As we can see the BIND tool wants to update the domain name by sending a notification. But that notification is being refused. This happens since BIND 9.3 apparently. The concept is simple but quite a gotcha! The server is actually sending a notification to itself and chances are if you are reading this you have the same problem:
You need to allow the server to notify itself!
I had a hard time to see that with that error because of the other error I had before. I found a site where someone else ran in that problem and had a simple solution:
https://benjamin.sonntag.fr/a37-named_zone_sonntag_eu_org_refused_notify_from_non-master.html/
Add a notify-allow { <myself>; } where <myself> is your slave server IP address.
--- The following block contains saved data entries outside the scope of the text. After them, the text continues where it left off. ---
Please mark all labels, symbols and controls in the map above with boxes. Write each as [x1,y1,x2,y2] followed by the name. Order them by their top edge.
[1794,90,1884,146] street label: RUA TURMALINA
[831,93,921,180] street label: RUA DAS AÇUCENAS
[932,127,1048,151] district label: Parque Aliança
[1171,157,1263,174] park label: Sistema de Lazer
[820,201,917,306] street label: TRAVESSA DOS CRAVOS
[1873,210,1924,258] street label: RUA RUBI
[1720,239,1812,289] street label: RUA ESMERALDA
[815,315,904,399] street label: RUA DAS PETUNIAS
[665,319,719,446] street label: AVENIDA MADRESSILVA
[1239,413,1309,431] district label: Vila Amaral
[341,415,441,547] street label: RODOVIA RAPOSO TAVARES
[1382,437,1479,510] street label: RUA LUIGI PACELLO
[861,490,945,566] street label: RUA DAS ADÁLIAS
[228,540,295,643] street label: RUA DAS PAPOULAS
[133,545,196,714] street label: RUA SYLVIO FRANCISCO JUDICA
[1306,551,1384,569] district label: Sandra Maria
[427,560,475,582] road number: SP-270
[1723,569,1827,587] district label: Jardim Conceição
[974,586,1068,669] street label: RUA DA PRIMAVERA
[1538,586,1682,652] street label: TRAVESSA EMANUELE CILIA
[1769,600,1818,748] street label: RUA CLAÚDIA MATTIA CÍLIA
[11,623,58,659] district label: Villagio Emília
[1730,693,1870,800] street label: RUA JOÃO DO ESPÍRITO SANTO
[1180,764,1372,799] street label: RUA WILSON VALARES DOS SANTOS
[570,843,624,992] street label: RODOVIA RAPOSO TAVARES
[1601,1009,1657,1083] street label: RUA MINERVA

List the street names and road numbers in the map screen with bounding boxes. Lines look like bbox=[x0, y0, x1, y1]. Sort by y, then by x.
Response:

If you are like me, you want to add that to both your servers.
More info about BIND (but really no solution to any of your everyday problems...):
http://www.bind9.net/manuals
Determining whether BIND is running as Master or Slave
By default, BIND will be a master.
It is possible to always run BIND as a master and simply duplicate your zones by hand (with a mechanism of your own such as an rsync) on all your servers.
However, the named service offers a way to copy zones between servers. In that case, one server is called the master and the others are slaves. The number of servers is not limited, although you probably want to keep it small to keep it manageable.
Slave servers are good if you have several offices or when you own domain names in which case you need at least two servers. (You do not need your own DNS, though, most domain name resellers will offer you free access to their DNS).
To transform a master named server into a slave, you use the allow-update option. When this option is used in the global space of named.conf, then the BIND service runs 100% as a slave.
If, like me, you want to run as a Master for some domains and as a Slave for others, then you want to be very careful on how you use the allow-update option.
I suggest that you use the option only in the zones marked as slave (i.e. type slave;). Yet, if you have just one or two masters, you can as well write one global allow-update and then cancel that declaration in your master entries as in:
zone "alexishouses.com" {
type master;
file "/etc/bind/alexis/alexishouses.com";
allow-update { none; };
};
An example of allow-update with an IP address appears below. allow-update can include several IP addresses separated by semi-colons.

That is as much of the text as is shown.